大模型推理 & memory bandwidth bound (4) - Speculative Decoding-EW帮帮网

系列文章目录

大模型推理 & memory bandwidth bound (1) - 性能瓶颈与优化概述
 大模型推理 & memory bandwidth bound (2) - Multi-Query Attention
大模型推理 & memory bandwidth bound (3) - MLA
大模型推理 & memory bandwidth bound (4) - Speculative Decoding
大模型推理 & memory bandwidth bound (5) - Medusa

前言

“We additionally observe that inference from large models is often not bottlenecked on arithmetic operations, but rather on memory bandwidth and communication, so additional computation resources might be available.” —— 《Fast Inference from Transformers via Speculative Decoding》

“For most applications, auto-regressive sampling (ArS) is highly memory bandwidth bound and thus cannot make effective use of modern accelerator hardware.” —— 《Accelerating large language model decoding with speculative sampling》

前面两篇，我们分析了MQA和MLA对于大模型推理加速的贡献，其通过压缩KV Cache，增加算数强度的方式，缓解了大模型增量推理时的memory bandwidth bound问题。本篇我们来探究另一种流行的推理加速范式Speculative Decoding，其使用小号的模型draft model去做自回归采样，而后使用目标模型target model对其进行验证和纠错。在论文《Fast Inference from Transformers via Speculative Decoding》中，作者通过Speculative Decoding实现了2X-3X的解码加速，且不改变输出分布。

如下两篇论文是同一时期的工作，idea基本一致，本篇讲解主要依托于前者：

Fast Inference from Transformers via Speculative Decoding
Accelerating large language model decoding with speculative sampling

需要指出的是，随着相关方法的不断涌现，Speculative Decoding已不单指上述两篇工作，也是对这一类方法的统称。去年（2024）有一篇关于Speculative Decoding的综述，还有佬根据这篇综述做的论文阅读合订本，一起放在下边。

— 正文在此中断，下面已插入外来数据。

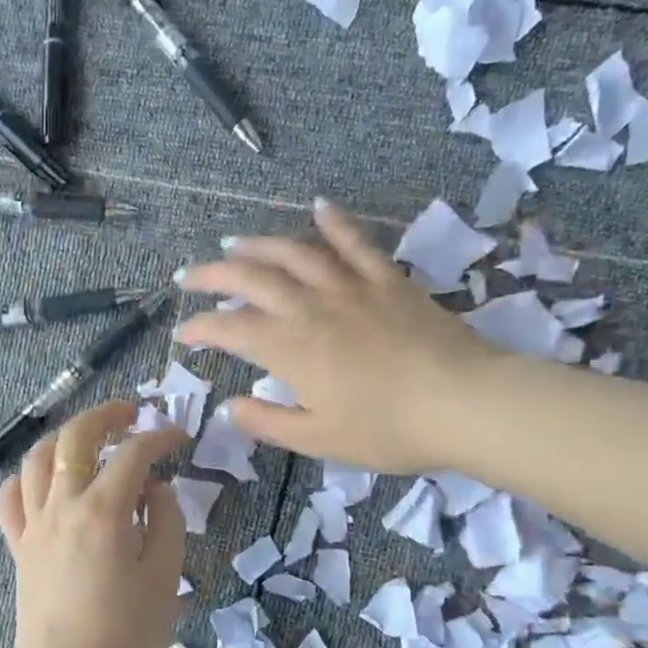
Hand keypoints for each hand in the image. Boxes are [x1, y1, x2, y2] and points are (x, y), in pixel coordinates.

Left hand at [0, 401, 188, 647]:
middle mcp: (62, 505)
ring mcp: (33, 525)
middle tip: (130, 413)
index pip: (133, 454)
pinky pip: (10, 498)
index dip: (160, 437)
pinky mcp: (18, 546)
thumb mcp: (164, 578)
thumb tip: (154, 488)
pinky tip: (45, 482)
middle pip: (75, 437)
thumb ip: (165, 521)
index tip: (180, 437)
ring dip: (63, 438)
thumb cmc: (124, 634)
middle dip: (105, 415)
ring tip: (87, 440)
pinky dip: (26, 478)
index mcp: (103, 511)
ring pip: (36, 458)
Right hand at [173, 198, 506, 473]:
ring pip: (295, 253)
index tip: (183, 334)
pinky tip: (318, 208)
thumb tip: (230, 407)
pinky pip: (356, 243)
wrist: (465, 403)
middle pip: (252, 279)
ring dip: (259, 245)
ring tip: (235, 244)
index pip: (231, 330)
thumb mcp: (319, 439)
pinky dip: (335, 223)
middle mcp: (312, 308)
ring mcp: (351, 288)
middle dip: (214, 275)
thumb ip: (268, 422)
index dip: (201, 329)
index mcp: (291, 349)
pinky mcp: (388, 280)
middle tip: (190, 276)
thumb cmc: (388, 430)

Unlocking Efficiency in Large Language Model Inference: A Comprehensive Survey of Speculative Decoding
Speculative Decoding 论文阅读合订本

一、原理概述

前言中已经提到了一些，我们在这边对原理做一个更加正式的介绍。
Speculative Decoding包含两个模型，一个是目标模型 $M_p$ ，对应的采样分布是 $p(x_t|x_{<t})$ ，另一个是近似/草稿模型 $M_q$ ，对应的采样分布是 $q(x_t|x_{<t})$ 。草稿模型更加高效，通常意味着模型尺寸明显小于目标模型。其执行基本流程概括如下：
1）用 $M_q$ 连续采样 $\gamma$ 个 token 作为 candidates ；
2）用 $M_p$ 对这些 token 做并行验证，即通过比对这些 token 的两个分布 $q(x_t|x_{<t})$ 和 $p(x_t|x_{<t})$ 来判断当前 token 是否应该被 $M_p$ 接受（后面会讲是怎么做的）；一旦当前 token 被拒绝，后续 token 全部拒绝；
3） $M_p$ 做额外的一次采样：如果中途有 token 被拒绝，需要根据adjust distribution重新采样；而如果 $\gamma$ 个 token 全部接受，则 $M_p$ 自然也要采样下一个 token ，这种最乐观的情况下，一次采样了 $\gamma +1$ 个 token。
Speculative Decoding示例
实现效果如上图所示，其中绿色部分为 $M_q$ 采样并且为 $M_p$ 接受的 token ，红色部分是被 $M_p$ 拒绝的 token ，蓝色部分是 $M_p$ 额外的采样。图中每一行代表一次迭代，也即对上述的基本流程执行了一次，可以看到只通过 9 次迭代就完成了整个序列的输出。
在Speculative Decoding的设定下， $M_p$ 被唤醒的次数是减少了，但是考虑到 $M_p$ 的耗时，采样一个序列是否真的能加速呢？下图是对encoder-decoder模型在自回归和Speculative Decoding设置下耗时对比，我们主要关心的是decoder部分，可以看到确实能提速。原因解释如下：1） $M_p$ 执行一次验证的耗时和自回归解码迭代一次的耗时基本相同，因为验证多个 token 是并行的；2） $M_q$ 解码耗时远低于 $M_p$ ，所以这部分额外的计算对总耗时影响较小，当然这实际取决于你选择的模型。
在这里插入图片描述
现在来看一下使用Speculative Decoding时需要关注那些事情。

$M_q$ 和 $M_p$ 的词表需要一致： $M_p$ 建议的 tokens 是否为 $M_q$ 所接受依赖于这一点；目前 $M_q$ 和 $M_p$ 的选择通常是同一个系列不同尺寸的模型，这个要求自然满足；
$M_q$ 和 $M_p$ 模型尺寸的选择：两者模型尺寸差异建议至少是一个数量级，这样 $M_q$ 的解码耗时才会明显低于 $M_p$ ，才有加速效果；可以的话，这两个模型尺寸都往大了选，因为 $M_q$ 模型大意味着输出相对更靠谱，接受率应该会更高一点；
$\gamma$ 的选择：通常在 5 左右， $M_q$ 建议的 tokens 需要考虑接受率的问题， $\gamma$ 过高会导致 $M_q$ 解码次数增加，而且实际被接受的 token 个数明显小于 $\gamma$ ，影响加速效果。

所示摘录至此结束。